Records for this exercise:
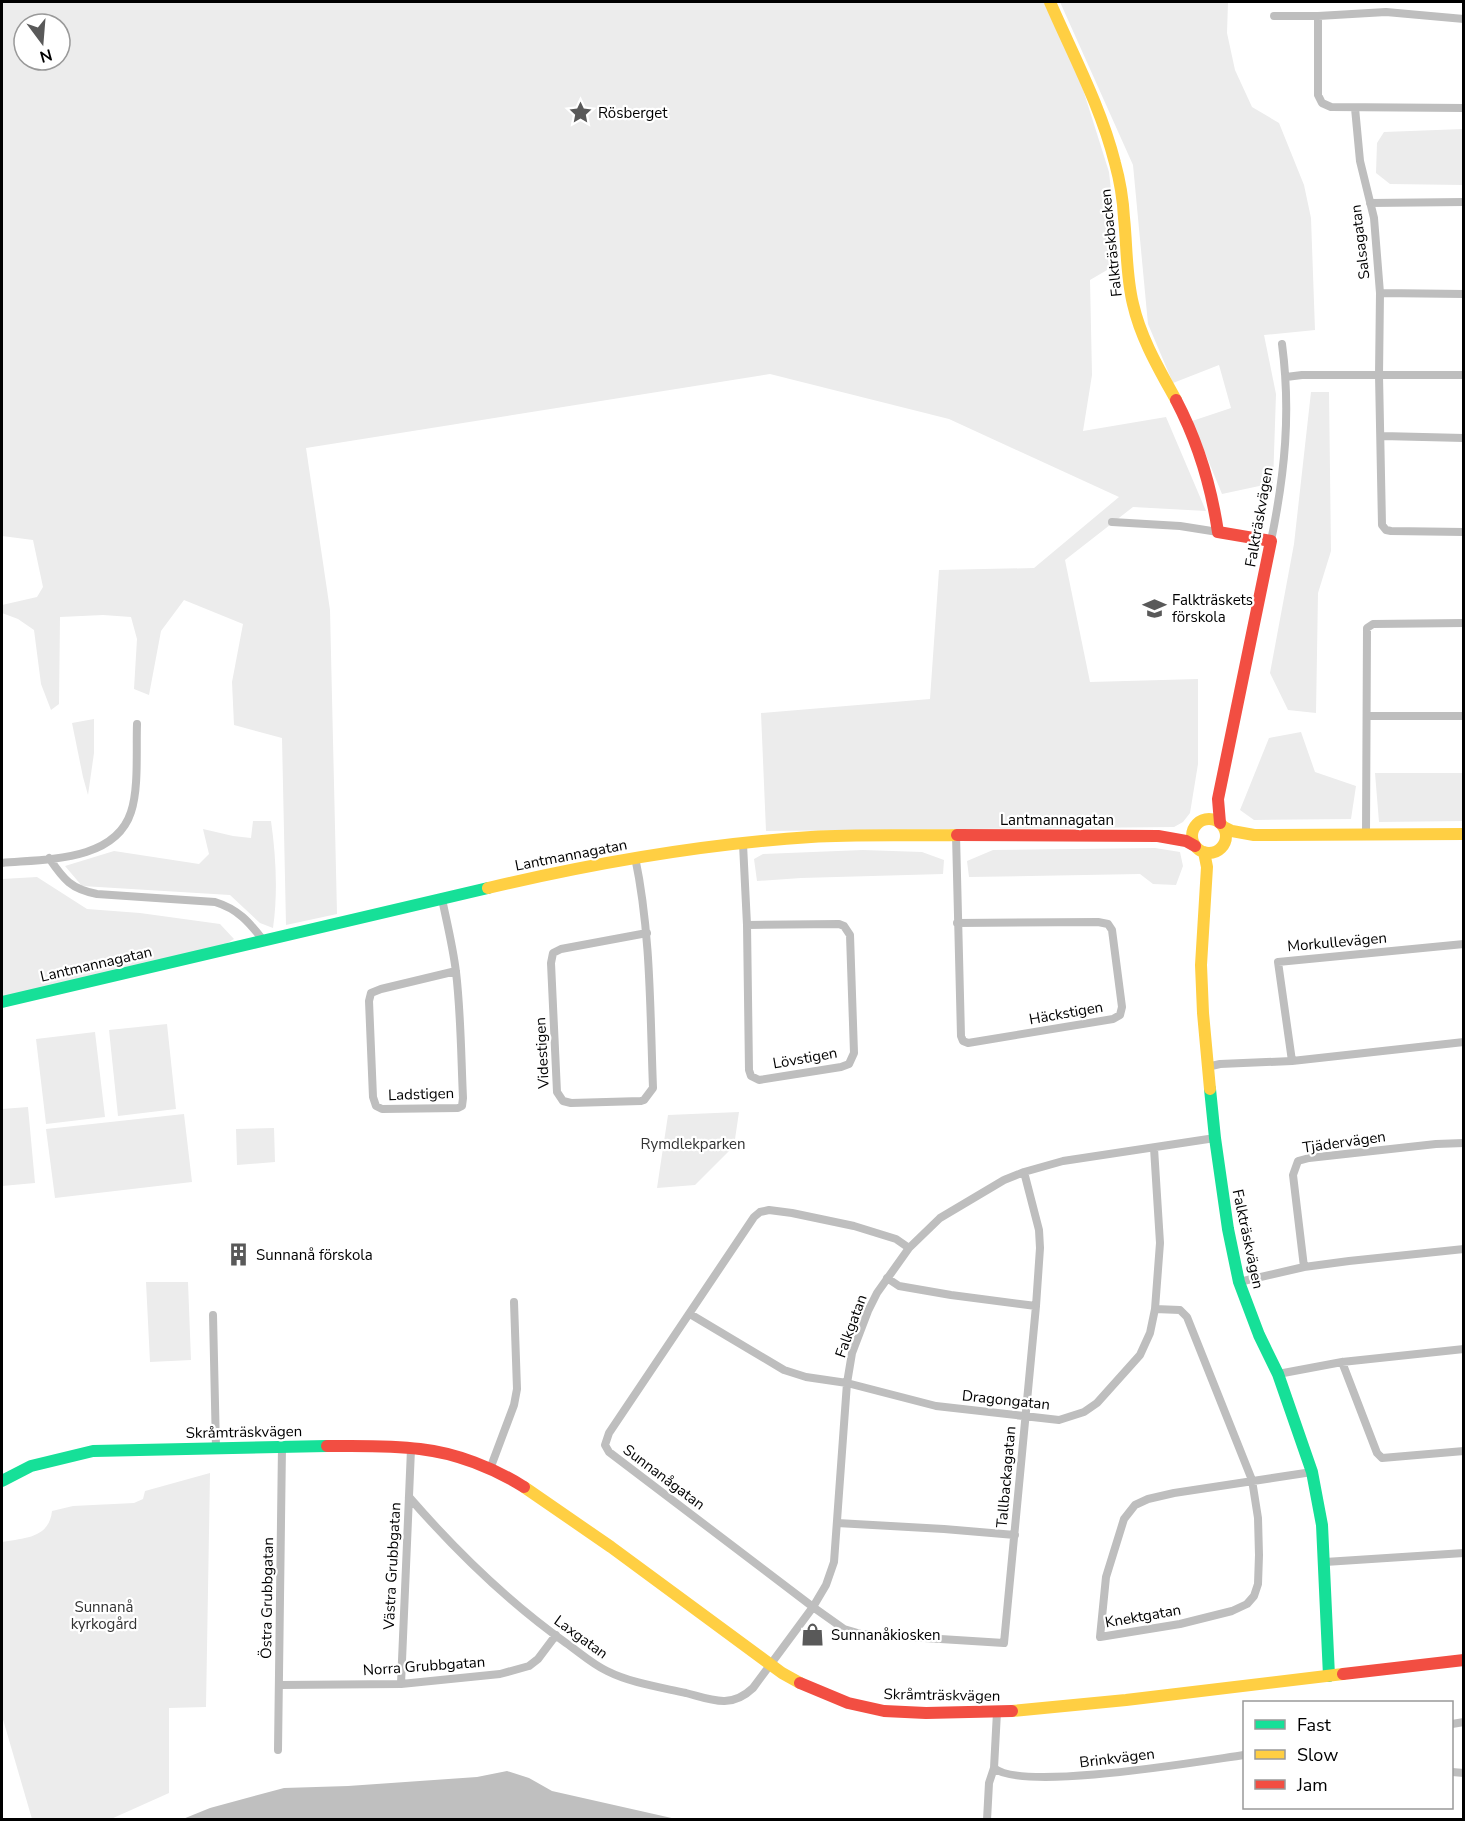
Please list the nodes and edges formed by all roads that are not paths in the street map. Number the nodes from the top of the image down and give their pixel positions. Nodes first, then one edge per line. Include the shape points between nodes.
1 (1050, 2) edge
2 (1274, 16) dead end
3 (1318, 16) junction
4 (1464, 19) edge
5 (1355, 108) junction
6 (1464, 108) edge
7 (1464, 202) edge
8 (1370, 203) junction
9 (1380, 293) junction
10 (1464, 294) edge
11 (1282, 344) dead end
12 (1379, 375) junction
13 (1464, 375) edge
14 (1286, 377) junction
15 (1382, 436) junction
16 (1464, 438) edge
17 (1112, 522) dead end
18 (1218, 532) junction
19 (1464, 532) edge
20 (1271, 540) junction
21 (1464, 623) edge
22 (1368, 716) junction
23 (1464, 716) edge
24 (137, 724) dead end
25 (1218, 799) junction
26 (1202, 821) junction
27 (1222, 825) junction
28 (1366, 833) junction
29 (1464, 834) edge
30 (956, 835) junction
31 (1254, 835) junction
32 (1158, 836) junction
33 (743, 844) junction
34 (1209, 849) junction
35 (635, 857) junction
36 (49, 858) junction
37 (2, 863) edge
38 (442, 899) junction
39 (957, 923) junction
40 (747, 924) junction
41 (646, 933) junction
42 (263, 940) junction
43 (1464, 944) edge
44 (456, 971) junction
45 (2, 1002) edge
46 (1464, 1042) edge
47 (1292, 1061) junction
48 (1208, 1067) junction
49 (1215, 1138) junction
50 (1464, 1143) edge
51 (1154, 1148) junction
52 (1024, 1172) junction
53 (909, 1248) junction
54 (1464, 1249) edge
55 (1304, 1267) junction
56 (887, 1278) junction
57 (1239, 1282) junction
58 (514, 1302) dead end
59 (1036, 1306) junction
60 (1155, 1309) junction
61 (690, 1314) junction
62 (213, 1315) dead end
63 (1464, 1349) edge
64 (1342, 1362) junction
65 (1278, 1374) junction
66 (847, 1383) junction
67 (1025, 1416) junction
68 (282, 1446) junction
69 (216, 1448) junction
70 (411, 1449) junction
71 (1464, 1451) edge
72 (490, 1469) junction
73 (1312, 1472) junction
74 (1252, 1480) junction
75 (2, 1481) edge
76 (409, 1497) junction
77 (837, 1523) junction
78 (1015, 1535) junction
79 (1464, 1553) edge
80 (1325, 1562) junction
81 (813, 1607) junction
82 (556, 1635) junction
83 (1004, 1643) joint
84 (1464, 1660) edge
85 (770, 1665) junction
86 (1329, 1676) junction
87 (401, 1684) junction
88 (280, 1685) junction
89 (998, 1712) junction
90 (278, 1750) dead end
91 (1243, 1755) edge
92 (994, 1768) junction
93 (987, 1820) edge

1 - 18 street, Falkträskbacken via 1085,76 1114,158 1136,317 1195,442 1210,484
2 - 3 street
3 - 4 street via 1386,12
3 - 5 street via 1318,95 1331,107
5 - 6 street
5 - 8 street, Salsagatan via 1360,161
7 - 8 street
8 - 9 street, Salsagatan
9 - 10 street
9 - 12 street, Salsagatan
11 - 14 street, Falkträskvägen
12 - 13 street
12 - 14 street
12 - 15 street, Salsagatan
14 - 20 street, Falkträskvägen via 1286,451
15 - 16 street
15 - 19 street, Salsagatan via 1382,525 1386,530
17 - 18 street
18 - 20 street
20 - 25 street, Falkträskvägen
21 - 22 street via 1373,624 1367,628
22 - 23 street
22 - 28 street
24 - 36 street via 134,798 125,824 109,843 92,852
25 - 26 street
25 - 27 street
26 - 27 street via 1211,819
26 - 32 street, Lantmannagatan
26 - 34 street via 1194,827 1192,836
27 - 31 street
27 - 34 street via 1227,836
28 - 29 street
28 - 31 street
30 - 32 street, Lantmannagatan
30 - 33 street, Lantmannagatan via 812,837
30 - 39 street, Häckstigen
31 - 34 street
32 - 34 street, Lantmannagatan
33 - 35 street, Lantmannagatan
33 - 40 street, Lövstigen
34 - 48 street, Falkträskvägen via 1201,965
35 - 38 street, Lantmannagatan
35 - 41 street, Videstigen
36 - 37 street
36 - 42 street via 64,879 82,891 229,906
38 - 42 street, Lantmannagatan
38 - 44 street, Ladstigen
39 - 39 street, Häckstigen via 963,1041 979,1042 1120,1015 1112,930 1108,924
40 - 40 street, Lövstigen via 751,1076 759,1080 849,1064 854,1053 848,930 839,924
41 - 41 street, Videstigen via 653,1088 641,1101 563,1101 557,1092 551,963 554,953
42 - 45 street, Lantmannagatan
43 - 47 street, Morkullevägen via 1278,962
44 - 44 street, Ladstigen via 462,1106 376,1106 371,993
46 - 47 street
47 - 48 street
48 - 49 street, Falkträskvägen
49 - 51 street, Falkgatan
49 - 57 street, Falkträskvägen
50 - 55 street, Tjädervägen via 1298,1161 1293,1175
51 - 52 street, Falkgatan via 1063,1161
51 - 60 street, Dragongatan via 1160,1243
52 - 53 street, Falkgatan via 940,1218
52 - 59 street, Tallbackagatan via 1039,1230
53 - 56 street, Falkgatan
53 - 61 street, Sunnanågatan via 896,1239 854,1226 792,1213 760,1212
54 - 55 street
55 - 57 street
56 - 59 street via 899,1286
56 - 66 street, Falkgatan via 859,1334
57 - 65 street, Falkträskvägen
58 - 72 street via 517,1389
59 - 67 street, Tallbackagatan
60 - 67 street, Dragongatan via 1140,1355 1096,1403 1084,1412 1059,1420
60 - 74 street via 1180,1310 1187,1317
61 - 66 street, Dragongatan via 784,1370
61 - 81 street, Sunnanågatan via 609,1432 605,1445 609,1452
62 - 69 street
63 - 64 street
64 - 65 street
64 - 71 street via 1382,1458
65 - 73 street, Falkträskvägen
66 - 67 street, Dragongatan via 936,1406
66 - 77 street, Falkgatan
67 - 78 street, Tallbackagatan
68 - 69 street, Skråmträskvägen
68 - 70 street, Skråmträskvägen
68 - 88 street, Östra Grubbgatan
69 - 75 street, Skråmträskvägen via 93,1451 31,1467
70 - 72 street, Skråmträskvägen via 467,1460
70 - 76 street, Västra Grubbgatan
72 - 85 street, Skråmträskvägen via 549,1503
73 - 74 street, Knektgatan
73 - 80 street, Falkträskvägen
74 - 74 street, Knektgatan via 1148,1498 1135,1505 1124,1519 1106,1577 1100,1637 1180,1624 1247,1605 1258,1584 1258,1518
76 - 82 street, Laxgatan via 505,1596
76 - 87 street, Västra Grubbgatan
77 - 78 street
77 - 81 street, Falkgatan via 832,1573
78 - 83 street, Tallbackagatan
79 - 80 street
80 - 86 street, Falkträskvägen
81 - 83 street, Sunnanågatan via 844,1629 861,1634
81 - 85 street, Falkgatan
82 - 85 street, Laxgatan via 605,1670 625,1679 714,1700 744,1696
82 - 87 street, Norra Grubbgatan via 538,1659 522,1669
84 - 86 street, Skråmträskvägen
85 - 89 street, Skråmträskvägen via 801,1684 875,1709
86 - 89 street, Skråmträskvägen
87 - 88 street, Norra Grubbgatan
88 - 90 street, Östra Grubbgatan
89 - 92 street
91 - 92 street, Brinkvägen via 1070,1777 1016,1776
92 - 93 street

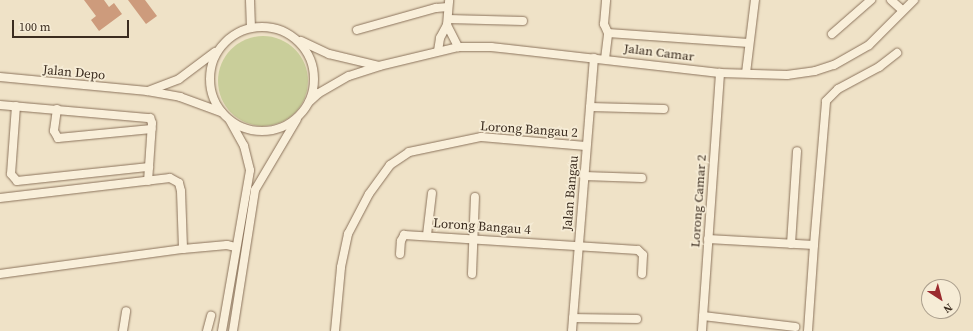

What is required:
Every record above must reappear exactly in the answer, minus its pictures.

Result of this task:
Please list the nodes and edges formed by all roads that are not paths in the street map. Number the nodes from the top of the image down and give their pixel positions. Nodes first, then one edge per line. Include the shape points between nodes.
1 (1050, 2) edge
2 (1274, 16) dead end
3 (1318, 16) junction
4 (1464, 19) edge
5 (1355, 108) junction
6 (1464, 108) edge
7 (1464, 202) edge
8 (1370, 203) junction
9 (1380, 293) junction
10 (1464, 294) edge
11 (1282, 344) dead end
12 (1379, 375) junction
13 (1464, 375) edge
14 (1286, 377) junction
15 (1382, 436) junction
16 (1464, 438) edge
17 (1112, 522) dead end
18 (1218, 532) junction
19 (1464, 532) edge
20 (1271, 540) junction
21 (1464, 623) edge
22 (1368, 716) junction
23 (1464, 716) edge
24 (137, 724) dead end
25 (1218, 799) junction
26 (1202, 821) junction
27 (1222, 825) junction
28 (1366, 833) junction
29 (1464, 834) edge
30 (956, 835) junction
31 (1254, 835) junction
32 (1158, 836) junction
33 (743, 844) junction
34 (1209, 849) junction
35 (635, 857) junction
36 (49, 858) junction
37 (2, 863) edge
38 (442, 899) junction
39 (957, 923) junction
40 (747, 924) junction
41 (646, 933) junction
42 (263, 940) junction
43 (1464, 944) edge
44 (456, 971) junction
45 (2, 1002) edge
46 (1464, 1042) edge
47 (1292, 1061) junction
48 (1208, 1067) junction
49 (1215, 1138) junction
50 (1464, 1143) edge
51 (1154, 1148) junction
52 (1024, 1172) junction
53 (909, 1248) junction
54 (1464, 1249) edge
55 (1304, 1267) junction
56 (887, 1278) junction
57 (1239, 1282) junction
58 (514, 1302) dead end
59 (1036, 1306) junction
60 (1155, 1309) junction
61 (690, 1314) junction
62 (213, 1315) dead end
63 (1464, 1349) edge
64 (1342, 1362) junction
65 (1278, 1374) junction
66 (847, 1383) junction
67 (1025, 1416) junction
68 (282, 1446) junction
69 (216, 1448) junction
70 (411, 1449) junction
71 (1464, 1451) edge
72 (490, 1469) junction
73 (1312, 1472) junction
74 (1252, 1480) junction
75 (2, 1481) edge
76 (409, 1497) junction
77 (837, 1523) junction
78 (1015, 1535) junction
79 (1464, 1553) edge
80 (1325, 1562) junction
81 (813, 1607) junction
82 (556, 1635) junction
83 (1004, 1643) joint
84 (1464, 1660) edge
85 (770, 1665) junction
86 (1329, 1676) junction
87 (401, 1684) junction
88 (280, 1685) junction
89 (998, 1712) junction
90 (278, 1750) dead end
91 (1243, 1755) edge
92 (994, 1768) junction
93 (987, 1820) edge

1 - 18 street, Falkträskbacken via 1085,76 1114,158 1136,317 1195,442 1210,484
2 - 3 street
3 - 4 street via 1386,12
3 - 5 street via 1318,95 1331,107
5 - 6 street
5 - 8 street, Salsagatan via 1360,161
7 - 8 street
8 - 9 street, Salsagatan
9 - 10 street
9 - 12 street, Salsagatan
11 - 14 street, Falkträskvägen
12 - 13 street
12 - 14 street
12 - 15 street, Salsagatan
14 - 20 street, Falkträskvägen via 1286,451
15 - 16 street
15 - 19 street, Salsagatan via 1382,525 1386,530
17 - 18 street
18 - 20 street
20 - 25 street, Falkträskvägen
21 - 22 street via 1373,624 1367,628
22 - 23 street
22 - 28 street
24 - 36 street via 134,798 125,824 109,843 92,852
25 - 26 street
25 - 27 street
26 - 27 street via 1211,819
26 - 32 street, Lantmannagatan
26 - 34 street via 1194,827 1192,836
27 - 31 street
27 - 34 street via 1227,836
28 - 29 street
28 - 31 street
30 - 32 street, Lantmannagatan
30 - 33 street, Lantmannagatan via 812,837
30 - 39 street, Häckstigen
31 - 34 street
32 - 34 street, Lantmannagatan
33 - 35 street, Lantmannagatan
33 - 40 street, Lövstigen
34 - 48 street, Falkträskvägen via 1201,965
35 - 38 street, Lantmannagatan
35 - 41 street, Videstigen
36 - 37 street
36 - 42 street via 64,879 82,891 229,906
38 - 42 street, Lantmannagatan
38 - 44 street, Ladstigen
39 - 39 street, Häckstigen via 963,1041 979,1042 1120,1015 1112,930 1108,924
40 - 40 street, Lövstigen via 751,1076 759,1080 849,1064 854,1053 848,930 839,924
41 - 41 street, Videstigen via 653,1088 641,1101 563,1101 557,1092 551,963 554,953
42 - 45 street, Lantmannagatan
43 - 47 street, Morkullevägen via 1278,962
44 - 44 street, Ladstigen via 462,1106 376,1106 371,993
46 - 47 street
47 - 48 street
48 - 49 street, Falkträskvägen
49 - 51 street, Falkgatan
49 - 57 street, Falkträskvägen
50 - 55 street, Tjädervägen via 1298,1161 1293,1175
51 - 52 street, Falkgatan via 1063,1161
51 - 60 street, Dragongatan via 1160,1243
52 - 53 street, Falkgatan via 940,1218
52 - 59 street, Tallbackagatan via 1039,1230
53 - 56 street, Falkgatan
53 - 61 street, Sunnanågatan via 896,1239 854,1226 792,1213 760,1212
54 - 55 street
55 - 57 street
56 - 59 street via 899,1286
56 - 66 street, Falkgatan via 859,1334
57 - 65 street, Falkträskvägen
58 - 72 street via 517,1389
59 - 67 street, Tallbackagatan
60 - 67 street, Dragongatan via 1140,1355 1096,1403 1084,1412 1059,1420
60 - 74 street via 1180,1310 1187,1317
61 - 66 street, Dragongatan via 784,1370
61 - 81 street, Sunnanågatan via 609,1432 605,1445 609,1452
62 - 69 street
63 - 64 street
64 - 65 street
64 - 71 street via 1382,1458
65 - 73 street, Falkträskvägen
66 - 67 street, Dragongatan via 936,1406
66 - 77 street, Falkgatan
67 - 78 street, Tallbackagatan
68 - 69 street, Skråmträskvägen
68 - 70 street, Skråmträskvägen
68 - 88 street, Östra Grubbgatan
69 - 75 street, Skråmträskvägen via 93,1451 31,1467
70 - 72 street, Skråmträskvägen via 467,1460
70 - 76 street, Västra Grubbgatan
72 - 85 street, Skråmträskvägen via 549,1503
73 - 74 street, Knektgatan
73 - 80 street, Falkträskvägen
74 - 74 street, Knektgatan via 1148,1498 1135,1505 1124,1519 1106,1577 1100,1637 1180,1624 1247,1605 1258,1584 1258,1518
76 - 82 street, Laxgatan via 505,1596
76 - 87 street, Västra Grubbgatan
77 - 78 street
77 - 81 street, Falkgatan via 832,1573
78 - 83 street, Tallbackagatan
79 - 80 street
80 - 86 street, Falkträskvägen
81 - 83 street, Sunnanågatan via 844,1629 861,1634
81 - 85 street, Falkgatan
82 - 85 street, Laxgatan via 605,1670 625,1679 714,1700 744,1696
82 - 87 street, Norra Grubbgatan via 538,1659 522,1669
84 - 86 street, Skråmträskvägen
85 - 89 street, Skråmträskvägen via 801,1684 875,1709
86 - 89 street, Skråmträskvägen
87 - 88 street, Norra Grubbgatan
88 - 90 street, Östra Grubbgatan
89 - 92 street
91 - 92 street, Brinkvägen via 1070,1777 1016,1776
92 - 93 street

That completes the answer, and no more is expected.